** Opening Given records block **

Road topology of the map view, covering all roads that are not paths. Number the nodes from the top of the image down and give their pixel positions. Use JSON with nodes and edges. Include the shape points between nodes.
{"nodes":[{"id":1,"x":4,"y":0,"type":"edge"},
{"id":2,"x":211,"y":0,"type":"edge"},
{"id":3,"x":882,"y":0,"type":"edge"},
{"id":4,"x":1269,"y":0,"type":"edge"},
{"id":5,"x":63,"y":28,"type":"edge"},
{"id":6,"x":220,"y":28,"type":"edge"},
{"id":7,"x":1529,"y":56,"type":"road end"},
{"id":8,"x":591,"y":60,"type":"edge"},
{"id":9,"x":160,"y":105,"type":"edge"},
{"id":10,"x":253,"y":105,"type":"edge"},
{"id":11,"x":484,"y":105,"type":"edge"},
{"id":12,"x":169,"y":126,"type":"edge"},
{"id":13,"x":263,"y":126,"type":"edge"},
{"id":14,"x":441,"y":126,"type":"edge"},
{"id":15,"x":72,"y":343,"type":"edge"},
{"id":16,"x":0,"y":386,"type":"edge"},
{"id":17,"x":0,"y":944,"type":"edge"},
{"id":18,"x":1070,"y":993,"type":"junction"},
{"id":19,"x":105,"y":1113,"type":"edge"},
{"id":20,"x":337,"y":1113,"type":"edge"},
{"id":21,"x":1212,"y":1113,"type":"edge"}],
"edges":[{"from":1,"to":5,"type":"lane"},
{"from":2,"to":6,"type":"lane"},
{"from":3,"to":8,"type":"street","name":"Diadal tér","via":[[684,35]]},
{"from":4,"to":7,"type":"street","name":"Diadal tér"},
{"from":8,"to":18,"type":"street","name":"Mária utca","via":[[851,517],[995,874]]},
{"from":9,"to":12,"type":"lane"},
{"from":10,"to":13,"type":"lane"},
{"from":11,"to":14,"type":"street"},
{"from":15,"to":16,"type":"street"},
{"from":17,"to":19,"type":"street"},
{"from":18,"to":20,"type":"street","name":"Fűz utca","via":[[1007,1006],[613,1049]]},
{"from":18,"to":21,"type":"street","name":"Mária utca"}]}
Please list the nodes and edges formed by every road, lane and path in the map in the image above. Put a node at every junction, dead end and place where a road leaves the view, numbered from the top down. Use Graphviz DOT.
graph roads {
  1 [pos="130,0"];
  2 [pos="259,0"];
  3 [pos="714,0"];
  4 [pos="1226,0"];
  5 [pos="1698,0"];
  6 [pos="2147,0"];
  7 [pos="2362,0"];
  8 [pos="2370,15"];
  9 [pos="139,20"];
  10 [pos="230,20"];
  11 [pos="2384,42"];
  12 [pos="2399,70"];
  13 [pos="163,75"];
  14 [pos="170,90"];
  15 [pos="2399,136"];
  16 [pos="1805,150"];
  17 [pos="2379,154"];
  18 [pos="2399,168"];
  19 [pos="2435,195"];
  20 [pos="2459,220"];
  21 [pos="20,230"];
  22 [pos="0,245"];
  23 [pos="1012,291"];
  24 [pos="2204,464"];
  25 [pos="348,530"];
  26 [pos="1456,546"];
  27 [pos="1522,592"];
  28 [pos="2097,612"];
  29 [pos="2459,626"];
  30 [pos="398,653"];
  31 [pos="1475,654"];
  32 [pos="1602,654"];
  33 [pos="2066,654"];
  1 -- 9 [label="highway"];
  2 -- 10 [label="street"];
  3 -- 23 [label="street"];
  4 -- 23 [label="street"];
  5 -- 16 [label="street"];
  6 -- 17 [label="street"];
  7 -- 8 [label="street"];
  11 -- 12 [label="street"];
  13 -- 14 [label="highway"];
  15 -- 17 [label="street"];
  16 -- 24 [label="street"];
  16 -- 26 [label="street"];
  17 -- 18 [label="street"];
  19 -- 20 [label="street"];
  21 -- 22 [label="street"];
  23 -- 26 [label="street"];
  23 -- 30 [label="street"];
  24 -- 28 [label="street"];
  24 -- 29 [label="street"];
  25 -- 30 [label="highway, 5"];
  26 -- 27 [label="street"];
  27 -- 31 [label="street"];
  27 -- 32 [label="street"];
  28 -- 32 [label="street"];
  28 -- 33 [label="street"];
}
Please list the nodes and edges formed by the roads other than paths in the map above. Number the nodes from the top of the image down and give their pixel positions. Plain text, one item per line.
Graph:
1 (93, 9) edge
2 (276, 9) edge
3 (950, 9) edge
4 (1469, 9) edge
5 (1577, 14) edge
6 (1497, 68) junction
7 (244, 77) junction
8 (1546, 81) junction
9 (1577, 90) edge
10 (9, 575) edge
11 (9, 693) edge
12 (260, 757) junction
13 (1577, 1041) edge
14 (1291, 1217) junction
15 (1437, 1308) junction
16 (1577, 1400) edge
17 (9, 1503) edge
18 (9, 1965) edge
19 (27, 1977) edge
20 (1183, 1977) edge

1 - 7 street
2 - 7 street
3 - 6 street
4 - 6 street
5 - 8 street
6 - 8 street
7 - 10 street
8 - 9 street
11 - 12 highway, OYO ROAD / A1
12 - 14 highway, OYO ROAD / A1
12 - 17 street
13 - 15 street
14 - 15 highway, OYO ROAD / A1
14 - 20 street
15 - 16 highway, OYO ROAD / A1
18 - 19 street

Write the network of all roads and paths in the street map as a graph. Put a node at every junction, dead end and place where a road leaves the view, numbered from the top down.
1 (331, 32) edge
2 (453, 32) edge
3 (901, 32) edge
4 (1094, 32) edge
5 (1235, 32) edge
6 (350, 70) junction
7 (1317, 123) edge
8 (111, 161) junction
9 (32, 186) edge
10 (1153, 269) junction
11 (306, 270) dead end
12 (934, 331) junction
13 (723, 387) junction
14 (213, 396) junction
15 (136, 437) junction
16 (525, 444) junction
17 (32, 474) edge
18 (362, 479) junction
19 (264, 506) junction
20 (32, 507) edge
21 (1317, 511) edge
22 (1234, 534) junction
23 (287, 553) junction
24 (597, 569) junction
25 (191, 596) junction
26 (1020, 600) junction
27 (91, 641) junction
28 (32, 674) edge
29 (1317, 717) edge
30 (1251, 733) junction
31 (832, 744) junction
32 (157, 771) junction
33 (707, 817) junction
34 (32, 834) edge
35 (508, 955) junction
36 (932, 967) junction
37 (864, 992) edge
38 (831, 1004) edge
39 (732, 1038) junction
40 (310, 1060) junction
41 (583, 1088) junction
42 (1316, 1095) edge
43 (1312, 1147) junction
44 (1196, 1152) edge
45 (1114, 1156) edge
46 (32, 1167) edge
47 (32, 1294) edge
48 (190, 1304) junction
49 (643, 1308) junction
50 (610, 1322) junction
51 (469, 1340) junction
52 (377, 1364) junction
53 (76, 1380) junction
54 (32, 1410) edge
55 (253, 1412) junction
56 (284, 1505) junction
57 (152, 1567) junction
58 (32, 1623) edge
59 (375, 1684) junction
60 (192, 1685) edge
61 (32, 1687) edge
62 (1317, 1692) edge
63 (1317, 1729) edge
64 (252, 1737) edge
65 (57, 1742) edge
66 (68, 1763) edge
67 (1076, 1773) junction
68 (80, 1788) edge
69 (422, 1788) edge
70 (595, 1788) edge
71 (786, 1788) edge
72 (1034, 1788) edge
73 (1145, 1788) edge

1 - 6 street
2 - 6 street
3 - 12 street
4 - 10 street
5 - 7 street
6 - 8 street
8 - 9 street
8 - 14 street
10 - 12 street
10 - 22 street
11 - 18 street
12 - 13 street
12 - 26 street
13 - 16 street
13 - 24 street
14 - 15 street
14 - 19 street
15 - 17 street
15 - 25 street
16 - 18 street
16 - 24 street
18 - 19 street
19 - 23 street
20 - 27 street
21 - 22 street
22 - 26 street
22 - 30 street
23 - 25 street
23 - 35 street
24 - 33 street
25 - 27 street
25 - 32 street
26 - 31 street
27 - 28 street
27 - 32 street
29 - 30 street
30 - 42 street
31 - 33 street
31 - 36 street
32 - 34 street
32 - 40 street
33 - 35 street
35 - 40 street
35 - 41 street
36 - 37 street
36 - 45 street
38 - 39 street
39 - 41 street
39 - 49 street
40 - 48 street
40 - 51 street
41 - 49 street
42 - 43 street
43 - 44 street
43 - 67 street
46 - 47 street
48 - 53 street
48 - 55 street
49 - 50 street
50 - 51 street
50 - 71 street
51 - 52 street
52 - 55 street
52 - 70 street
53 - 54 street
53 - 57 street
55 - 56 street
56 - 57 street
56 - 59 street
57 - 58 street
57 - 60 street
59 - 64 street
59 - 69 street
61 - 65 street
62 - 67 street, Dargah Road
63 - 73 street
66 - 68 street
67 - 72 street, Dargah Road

** Closing Given records block **

Please copy the lines in the records above between the one holding "Please list the nodes and edges formed by every" and the one holding "Please list the nodes and edges formed by the", inclusive, exactly and with no other line.

■ **Task answer**
Please list the nodes and edges formed by every road, lane and path in the map in the image above. Put a node at every junction, dead end and place where a road leaves the view, numbered from the top down. Use Graphviz DOT.
graph roads {
  1 [pos="130,0"];
  2 [pos="259,0"];
  3 [pos="714,0"];
  4 [pos="1226,0"];
  5 [pos="1698,0"];
  6 [pos="2147,0"];
  7 [pos="2362,0"];
  8 [pos="2370,15"];
  9 [pos="139,20"];
  10 [pos="230,20"];
  11 [pos="2384,42"];
  12 [pos="2399,70"];
  13 [pos="163,75"];
  14 [pos="170,90"];
  15 [pos="2399,136"];
  16 [pos="1805,150"];
  17 [pos="2379,154"];
  18 [pos="2399,168"];
  19 [pos="2435,195"];
  20 [pos="2459,220"];
  21 [pos="20,230"];
  22 [pos="0,245"];
  23 [pos="1012,291"];
  24 [pos="2204,464"];
  25 [pos="348,530"];
  26 [pos="1456,546"];
  27 [pos="1522,592"];
  28 [pos="2097,612"];
  29 [pos="2459,626"];
  30 [pos="398,653"];
  31 [pos="1475,654"];
  32 [pos="1602,654"];
  33 [pos="2066,654"];
  1 -- 9 [label="highway"];
  2 -- 10 [label="street"];
  3 -- 23 [label="street"];
  4 -- 23 [label="street"];
  5 -- 16 [label="street"];
  6 -- 17 [label="street"];
  7 -- 8 [label="street"];
  11 -- 12 [label="street"];
  13 -- 14 [label="highway"];
  15 -- 17 [label="street"];
  16 -- 24 [label="street"];
  16 -- 26 [label="street"];
  17 -- 18 [label="street"];
  19 -- 20 [label="street"];
  21 -- 22 [label="street"];
  23 -- 26 [label="street"];
  23 -- 30 [label="street"];
  24 -- 28 [label="street"];
  24 -- 29 [label="street"];
  25 -- 30 [label="highway, 5"];
  26 -- 27 [label="street"];
  27 -- 31 [label="street"];
  27 -- 32 [label="street"];
  28 -- 32 [label="street"];
  28 -- 33 [label="street"];
}
Please list the nodes and edges formed by the roads other than paths in the map above. Number the nodes from the top of the image down and give their pixel positions. Plain text, one item per line.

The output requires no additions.